The number of Britons claiming jobless benefits fell by 5,700 to 950,800, the biggest drop since January 2005, the Office for National Statistics said in London. Economists expected unemployment claims to rise by 4,000, according to the median estimate in a Bloomberg survey of 30 economists. The claimant count rate of unemployment was unchanged at three percent, Bloomberg News said.
Falling unemployment and bigger wage gains may add to concern that workers will boost pay demands at talks starting next month.

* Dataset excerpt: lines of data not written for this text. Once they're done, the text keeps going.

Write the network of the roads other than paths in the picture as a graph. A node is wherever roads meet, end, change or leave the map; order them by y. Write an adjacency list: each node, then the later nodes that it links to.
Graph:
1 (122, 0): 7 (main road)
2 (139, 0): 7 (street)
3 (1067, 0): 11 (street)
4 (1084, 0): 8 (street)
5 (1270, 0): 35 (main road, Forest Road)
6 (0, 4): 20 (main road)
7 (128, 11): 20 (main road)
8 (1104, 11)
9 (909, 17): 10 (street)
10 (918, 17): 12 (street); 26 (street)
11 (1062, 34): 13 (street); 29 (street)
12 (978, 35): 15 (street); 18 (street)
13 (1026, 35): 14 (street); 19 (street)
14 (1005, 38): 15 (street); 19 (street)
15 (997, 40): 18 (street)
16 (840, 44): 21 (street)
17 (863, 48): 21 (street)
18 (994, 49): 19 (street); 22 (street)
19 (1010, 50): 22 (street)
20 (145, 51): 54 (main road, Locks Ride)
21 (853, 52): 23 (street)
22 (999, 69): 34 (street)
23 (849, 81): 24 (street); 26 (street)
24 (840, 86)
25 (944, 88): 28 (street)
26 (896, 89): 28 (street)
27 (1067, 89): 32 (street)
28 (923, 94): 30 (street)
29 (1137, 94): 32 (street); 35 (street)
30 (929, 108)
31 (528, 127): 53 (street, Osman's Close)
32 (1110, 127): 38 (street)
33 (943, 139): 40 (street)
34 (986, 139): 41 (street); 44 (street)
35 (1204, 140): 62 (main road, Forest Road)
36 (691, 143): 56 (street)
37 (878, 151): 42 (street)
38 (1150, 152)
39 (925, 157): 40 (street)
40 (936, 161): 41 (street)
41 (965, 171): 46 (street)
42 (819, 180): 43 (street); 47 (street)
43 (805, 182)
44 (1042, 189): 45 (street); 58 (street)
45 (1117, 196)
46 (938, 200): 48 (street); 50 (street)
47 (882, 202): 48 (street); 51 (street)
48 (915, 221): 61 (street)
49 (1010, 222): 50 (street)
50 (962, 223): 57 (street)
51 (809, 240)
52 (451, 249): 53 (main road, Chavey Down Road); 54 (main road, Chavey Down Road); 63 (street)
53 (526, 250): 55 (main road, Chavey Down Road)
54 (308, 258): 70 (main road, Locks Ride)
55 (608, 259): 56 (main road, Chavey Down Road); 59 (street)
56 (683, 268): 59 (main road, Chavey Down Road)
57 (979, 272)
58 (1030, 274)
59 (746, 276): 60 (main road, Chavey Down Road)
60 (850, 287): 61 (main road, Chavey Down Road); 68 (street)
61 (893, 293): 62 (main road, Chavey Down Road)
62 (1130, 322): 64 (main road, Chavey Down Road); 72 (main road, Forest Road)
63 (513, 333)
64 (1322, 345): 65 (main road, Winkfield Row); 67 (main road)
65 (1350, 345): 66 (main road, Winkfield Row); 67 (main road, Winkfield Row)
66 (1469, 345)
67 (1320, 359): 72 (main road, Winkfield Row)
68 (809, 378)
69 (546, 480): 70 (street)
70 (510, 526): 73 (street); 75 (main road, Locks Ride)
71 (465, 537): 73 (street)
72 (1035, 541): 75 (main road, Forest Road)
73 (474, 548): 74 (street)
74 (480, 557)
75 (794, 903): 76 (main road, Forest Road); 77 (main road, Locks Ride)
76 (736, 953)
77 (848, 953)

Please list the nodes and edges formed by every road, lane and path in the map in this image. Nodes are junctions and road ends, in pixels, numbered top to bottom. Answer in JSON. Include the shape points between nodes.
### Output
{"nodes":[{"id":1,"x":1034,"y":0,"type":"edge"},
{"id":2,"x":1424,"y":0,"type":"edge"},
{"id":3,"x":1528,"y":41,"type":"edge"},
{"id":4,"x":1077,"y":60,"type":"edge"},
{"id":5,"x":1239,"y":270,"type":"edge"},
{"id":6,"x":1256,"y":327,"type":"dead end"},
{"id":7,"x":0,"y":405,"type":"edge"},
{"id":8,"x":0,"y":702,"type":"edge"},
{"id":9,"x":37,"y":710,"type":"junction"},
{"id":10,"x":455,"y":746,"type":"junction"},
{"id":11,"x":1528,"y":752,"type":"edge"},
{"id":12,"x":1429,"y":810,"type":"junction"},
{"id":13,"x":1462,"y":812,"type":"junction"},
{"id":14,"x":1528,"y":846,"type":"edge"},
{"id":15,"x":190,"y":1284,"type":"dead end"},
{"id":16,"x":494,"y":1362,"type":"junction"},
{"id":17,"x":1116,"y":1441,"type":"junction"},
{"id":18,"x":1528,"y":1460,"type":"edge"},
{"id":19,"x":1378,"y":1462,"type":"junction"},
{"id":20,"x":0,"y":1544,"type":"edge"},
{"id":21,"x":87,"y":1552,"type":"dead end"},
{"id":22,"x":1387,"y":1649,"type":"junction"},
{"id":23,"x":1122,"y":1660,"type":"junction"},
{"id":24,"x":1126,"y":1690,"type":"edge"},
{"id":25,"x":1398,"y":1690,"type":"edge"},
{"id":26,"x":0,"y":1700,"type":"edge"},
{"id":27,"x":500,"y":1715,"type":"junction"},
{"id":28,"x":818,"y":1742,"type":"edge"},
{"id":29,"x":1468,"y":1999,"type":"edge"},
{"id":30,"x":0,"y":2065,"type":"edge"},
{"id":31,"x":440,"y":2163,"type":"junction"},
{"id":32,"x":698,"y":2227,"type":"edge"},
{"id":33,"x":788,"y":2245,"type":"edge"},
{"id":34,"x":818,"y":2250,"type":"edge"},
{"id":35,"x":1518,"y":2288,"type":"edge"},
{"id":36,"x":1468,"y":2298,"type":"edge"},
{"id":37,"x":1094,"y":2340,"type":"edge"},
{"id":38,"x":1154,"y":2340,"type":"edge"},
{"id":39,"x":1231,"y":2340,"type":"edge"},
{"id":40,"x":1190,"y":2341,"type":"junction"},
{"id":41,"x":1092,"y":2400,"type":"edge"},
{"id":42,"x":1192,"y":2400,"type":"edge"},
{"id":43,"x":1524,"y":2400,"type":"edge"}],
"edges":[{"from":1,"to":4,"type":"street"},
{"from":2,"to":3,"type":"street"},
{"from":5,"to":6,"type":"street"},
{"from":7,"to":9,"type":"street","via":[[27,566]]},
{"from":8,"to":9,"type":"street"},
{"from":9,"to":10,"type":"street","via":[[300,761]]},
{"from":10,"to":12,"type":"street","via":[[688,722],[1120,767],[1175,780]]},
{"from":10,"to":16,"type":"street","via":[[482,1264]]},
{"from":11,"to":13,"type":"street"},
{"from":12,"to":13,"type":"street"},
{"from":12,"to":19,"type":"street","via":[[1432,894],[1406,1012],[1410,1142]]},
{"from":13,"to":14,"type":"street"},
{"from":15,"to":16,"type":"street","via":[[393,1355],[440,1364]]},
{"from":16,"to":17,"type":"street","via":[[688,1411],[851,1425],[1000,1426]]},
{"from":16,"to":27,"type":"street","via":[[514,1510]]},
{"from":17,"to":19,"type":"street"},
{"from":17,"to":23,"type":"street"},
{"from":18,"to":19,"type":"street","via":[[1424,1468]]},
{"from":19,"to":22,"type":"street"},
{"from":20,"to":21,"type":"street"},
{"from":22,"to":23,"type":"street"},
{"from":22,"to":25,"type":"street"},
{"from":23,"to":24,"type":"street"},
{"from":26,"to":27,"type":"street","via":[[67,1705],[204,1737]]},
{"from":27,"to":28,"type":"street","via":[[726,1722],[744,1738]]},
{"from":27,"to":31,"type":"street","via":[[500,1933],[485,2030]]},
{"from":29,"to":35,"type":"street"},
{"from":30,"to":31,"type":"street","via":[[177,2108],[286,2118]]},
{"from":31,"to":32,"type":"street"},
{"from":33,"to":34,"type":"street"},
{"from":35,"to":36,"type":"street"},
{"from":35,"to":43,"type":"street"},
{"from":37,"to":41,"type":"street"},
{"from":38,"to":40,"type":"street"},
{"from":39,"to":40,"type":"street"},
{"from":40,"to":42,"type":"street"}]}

Inflation quickened to the fastest pace in at least nine years last month, prompting investors to raise bets on the Bank of England raising interest rates next year.
“The labor market is rebounding strongly and that points to wages picking up,” said Raj Gunaratna, an economist at 4Cast Ltd, a research group in London. “The report gives the Bank of England more reasons to hike interest rates.”
The pound and interest-rate futures rose on speculation that the central bank will raise its benchmark rate again next year after two increases since August to five percent, a five-year high.
Higher energy bills pushed consumer prices up an annual 2.7 percent in November, the most since the index was introduced in January 1997, the statistics office said.
Wages growth excluding bonuses rebounded to an annual 3.8 percent from August through October from the 3.5 percent gain in the previous period, which was the slowest since July 2003.
UK employees at Ford Motor Co and Rolls Royce Plc, as well as air traffic controllers, are set to receive pay increases of more than four percent, said Ken Mulkearn, the editor of Incomes Data Services.
About 4,200 people working for financial-services companies and law firms in London will get bonuses of more than one million pounds (US$1.97 million) this year, according to the Centre for Economics and Business Research.
Still, an influx of migrant workers and rising unemployment have kept a lid on workers’ average pay so far. Around half a million immigrants came to the UK from Eastern Europe last year, keeping wages “subdued,” and damping consumer prices, Deputy Governor Rachel Lomax said.